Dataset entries
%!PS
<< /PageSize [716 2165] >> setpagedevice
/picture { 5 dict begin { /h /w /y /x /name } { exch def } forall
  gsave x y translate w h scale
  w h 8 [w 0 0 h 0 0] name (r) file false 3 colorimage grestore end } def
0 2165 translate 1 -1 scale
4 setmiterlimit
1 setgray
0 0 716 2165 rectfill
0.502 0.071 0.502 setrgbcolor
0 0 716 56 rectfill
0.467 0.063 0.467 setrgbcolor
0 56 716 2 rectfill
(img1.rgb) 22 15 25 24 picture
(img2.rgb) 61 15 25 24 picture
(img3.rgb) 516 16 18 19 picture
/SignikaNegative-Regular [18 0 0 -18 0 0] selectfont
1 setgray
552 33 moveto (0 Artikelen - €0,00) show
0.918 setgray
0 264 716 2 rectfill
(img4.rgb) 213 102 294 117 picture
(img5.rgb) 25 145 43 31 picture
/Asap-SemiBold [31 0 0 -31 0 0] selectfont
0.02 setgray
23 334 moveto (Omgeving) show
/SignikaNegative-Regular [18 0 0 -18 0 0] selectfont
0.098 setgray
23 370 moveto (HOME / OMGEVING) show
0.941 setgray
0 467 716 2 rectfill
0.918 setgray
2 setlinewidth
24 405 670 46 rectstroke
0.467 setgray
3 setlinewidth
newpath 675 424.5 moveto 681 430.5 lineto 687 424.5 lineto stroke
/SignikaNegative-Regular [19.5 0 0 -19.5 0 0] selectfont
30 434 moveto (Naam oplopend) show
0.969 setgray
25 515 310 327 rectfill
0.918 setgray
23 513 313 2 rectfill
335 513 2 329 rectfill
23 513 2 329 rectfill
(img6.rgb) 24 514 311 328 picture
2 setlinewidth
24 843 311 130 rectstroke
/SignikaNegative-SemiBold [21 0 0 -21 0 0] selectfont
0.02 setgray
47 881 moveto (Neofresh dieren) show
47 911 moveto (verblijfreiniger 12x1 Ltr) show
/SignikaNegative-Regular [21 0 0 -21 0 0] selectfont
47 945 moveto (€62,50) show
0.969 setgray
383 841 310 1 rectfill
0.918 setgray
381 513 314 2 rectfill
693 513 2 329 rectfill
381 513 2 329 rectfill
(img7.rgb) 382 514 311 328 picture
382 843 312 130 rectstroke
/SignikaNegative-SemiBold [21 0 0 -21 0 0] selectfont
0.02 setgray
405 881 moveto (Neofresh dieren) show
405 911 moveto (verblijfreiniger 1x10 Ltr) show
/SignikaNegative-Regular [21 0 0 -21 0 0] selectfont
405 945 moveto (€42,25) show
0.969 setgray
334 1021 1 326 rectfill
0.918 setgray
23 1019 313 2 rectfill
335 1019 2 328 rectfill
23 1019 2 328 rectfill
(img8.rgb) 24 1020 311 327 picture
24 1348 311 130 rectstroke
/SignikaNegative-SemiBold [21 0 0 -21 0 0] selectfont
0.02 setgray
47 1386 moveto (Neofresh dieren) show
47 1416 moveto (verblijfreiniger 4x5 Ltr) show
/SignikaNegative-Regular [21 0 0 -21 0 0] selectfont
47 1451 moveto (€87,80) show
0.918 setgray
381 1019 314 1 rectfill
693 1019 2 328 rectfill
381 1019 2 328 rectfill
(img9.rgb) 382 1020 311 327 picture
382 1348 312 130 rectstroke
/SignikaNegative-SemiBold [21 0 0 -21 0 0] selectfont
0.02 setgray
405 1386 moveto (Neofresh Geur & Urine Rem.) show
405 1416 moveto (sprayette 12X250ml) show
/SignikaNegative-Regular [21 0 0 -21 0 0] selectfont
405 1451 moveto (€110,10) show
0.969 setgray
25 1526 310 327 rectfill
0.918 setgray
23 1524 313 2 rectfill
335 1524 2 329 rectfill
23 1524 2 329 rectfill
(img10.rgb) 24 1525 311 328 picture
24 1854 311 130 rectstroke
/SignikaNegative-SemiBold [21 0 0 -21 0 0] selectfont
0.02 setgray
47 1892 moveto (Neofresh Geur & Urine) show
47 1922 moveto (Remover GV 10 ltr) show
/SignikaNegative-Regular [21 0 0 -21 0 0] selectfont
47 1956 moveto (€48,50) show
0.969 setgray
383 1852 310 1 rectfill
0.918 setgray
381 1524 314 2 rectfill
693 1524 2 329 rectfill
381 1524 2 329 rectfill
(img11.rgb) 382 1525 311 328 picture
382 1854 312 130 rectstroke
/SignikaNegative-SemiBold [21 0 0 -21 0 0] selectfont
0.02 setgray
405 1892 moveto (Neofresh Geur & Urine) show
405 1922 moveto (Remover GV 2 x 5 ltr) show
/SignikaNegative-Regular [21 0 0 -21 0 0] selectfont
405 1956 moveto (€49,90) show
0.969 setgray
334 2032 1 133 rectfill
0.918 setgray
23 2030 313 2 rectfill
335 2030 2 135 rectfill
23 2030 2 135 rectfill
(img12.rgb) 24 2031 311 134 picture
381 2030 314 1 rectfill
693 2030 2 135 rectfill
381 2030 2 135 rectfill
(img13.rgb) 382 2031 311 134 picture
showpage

What you should do:
For every line in the entries above that contains "translate", add one to a count, and give that number by itself.

Solution to this problem:
2